I hope the following helps, but maybe I'm just repeating myself and Dick.
Let's say you're stuck in an MPI_Recv, MPI_Bcast, or MPI_Barrier call
waiting on someone else. You want to free up the CPU for more
productive purposes. There are basically two cases:
1) If you want to free the CPU up for the calling thread, the main
trick is returning program control to the caller. This requires a
non-blocking MPI call. There is such a thing for MPI_Recv (it's
MPI_Irecv, you know how to use it), but no such thing for MPI_Bcast or
MPI_Barrier. Anyhow, given a non-blocking call, you can return control
to the caller, who can do productive work while occasionally testing for
completion of the original operation.
2) If you want to free the CPU up for anyone else, what you want is
that the MPI implementation should not poll hard while it's waiting.

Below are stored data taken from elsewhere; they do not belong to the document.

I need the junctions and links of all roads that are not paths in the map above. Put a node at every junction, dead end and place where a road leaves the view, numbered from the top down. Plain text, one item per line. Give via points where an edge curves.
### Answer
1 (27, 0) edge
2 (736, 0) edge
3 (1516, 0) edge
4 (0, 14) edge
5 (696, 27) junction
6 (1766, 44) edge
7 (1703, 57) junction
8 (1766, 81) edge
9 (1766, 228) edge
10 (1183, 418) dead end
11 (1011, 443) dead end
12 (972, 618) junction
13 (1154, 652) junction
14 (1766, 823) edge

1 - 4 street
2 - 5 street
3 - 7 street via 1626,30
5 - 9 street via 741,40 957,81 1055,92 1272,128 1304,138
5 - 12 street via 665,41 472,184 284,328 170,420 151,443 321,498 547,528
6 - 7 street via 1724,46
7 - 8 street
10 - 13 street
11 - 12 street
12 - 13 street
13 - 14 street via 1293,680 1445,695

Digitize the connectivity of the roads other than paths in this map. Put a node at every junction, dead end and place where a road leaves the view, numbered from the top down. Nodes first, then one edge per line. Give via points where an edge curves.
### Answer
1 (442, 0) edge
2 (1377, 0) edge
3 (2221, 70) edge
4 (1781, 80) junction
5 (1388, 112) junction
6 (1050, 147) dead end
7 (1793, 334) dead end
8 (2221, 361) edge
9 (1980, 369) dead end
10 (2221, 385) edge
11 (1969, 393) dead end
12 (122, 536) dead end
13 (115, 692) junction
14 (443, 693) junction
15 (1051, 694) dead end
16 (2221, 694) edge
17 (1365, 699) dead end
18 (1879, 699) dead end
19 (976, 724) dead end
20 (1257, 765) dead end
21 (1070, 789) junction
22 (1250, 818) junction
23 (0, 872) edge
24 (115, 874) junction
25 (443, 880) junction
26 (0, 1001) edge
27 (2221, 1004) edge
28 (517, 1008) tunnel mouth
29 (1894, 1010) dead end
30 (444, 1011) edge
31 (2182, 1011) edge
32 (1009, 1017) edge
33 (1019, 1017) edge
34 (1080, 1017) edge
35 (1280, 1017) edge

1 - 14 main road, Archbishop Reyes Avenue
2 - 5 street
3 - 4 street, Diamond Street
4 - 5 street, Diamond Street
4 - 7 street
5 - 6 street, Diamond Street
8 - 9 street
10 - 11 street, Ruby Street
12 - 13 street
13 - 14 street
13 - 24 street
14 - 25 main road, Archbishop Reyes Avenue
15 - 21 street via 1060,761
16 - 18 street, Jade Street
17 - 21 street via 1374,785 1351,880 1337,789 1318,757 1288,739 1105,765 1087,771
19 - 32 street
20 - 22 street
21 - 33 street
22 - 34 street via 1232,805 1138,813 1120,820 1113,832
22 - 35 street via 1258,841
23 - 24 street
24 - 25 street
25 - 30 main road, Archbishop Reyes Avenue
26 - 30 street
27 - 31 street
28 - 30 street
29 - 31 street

You can do that in Open MPI with the "mpi_yield_when_idle=1" variable.
% setenv OMPI_MCA_mpi_yield_when_idle 1
% mpirun a.out
% mpirun --mca mpi_yield_when_idle 1 a.out
I'm not sure about all systems, but I think yield might sometimes be
observable only if there is someone to yield to. It's like driving into
a traffic circle. You're supposed to yield to cars already in the
circle. This makes a difference only if there is someone in the
circle! Similarly, if you look at whether Open MPI is polling hard, you
might see that it is, indeed, polling hard even if you turn yield on.
The real test is to have another process compete for the same CPU. You
should see the MPI process and the competing process share the CPU in
the default case, but the competing process winning the CPU when yield
is turned on. I tried such a test on my system and confirmed that Open
MPI yield does "work".
I hope that helps.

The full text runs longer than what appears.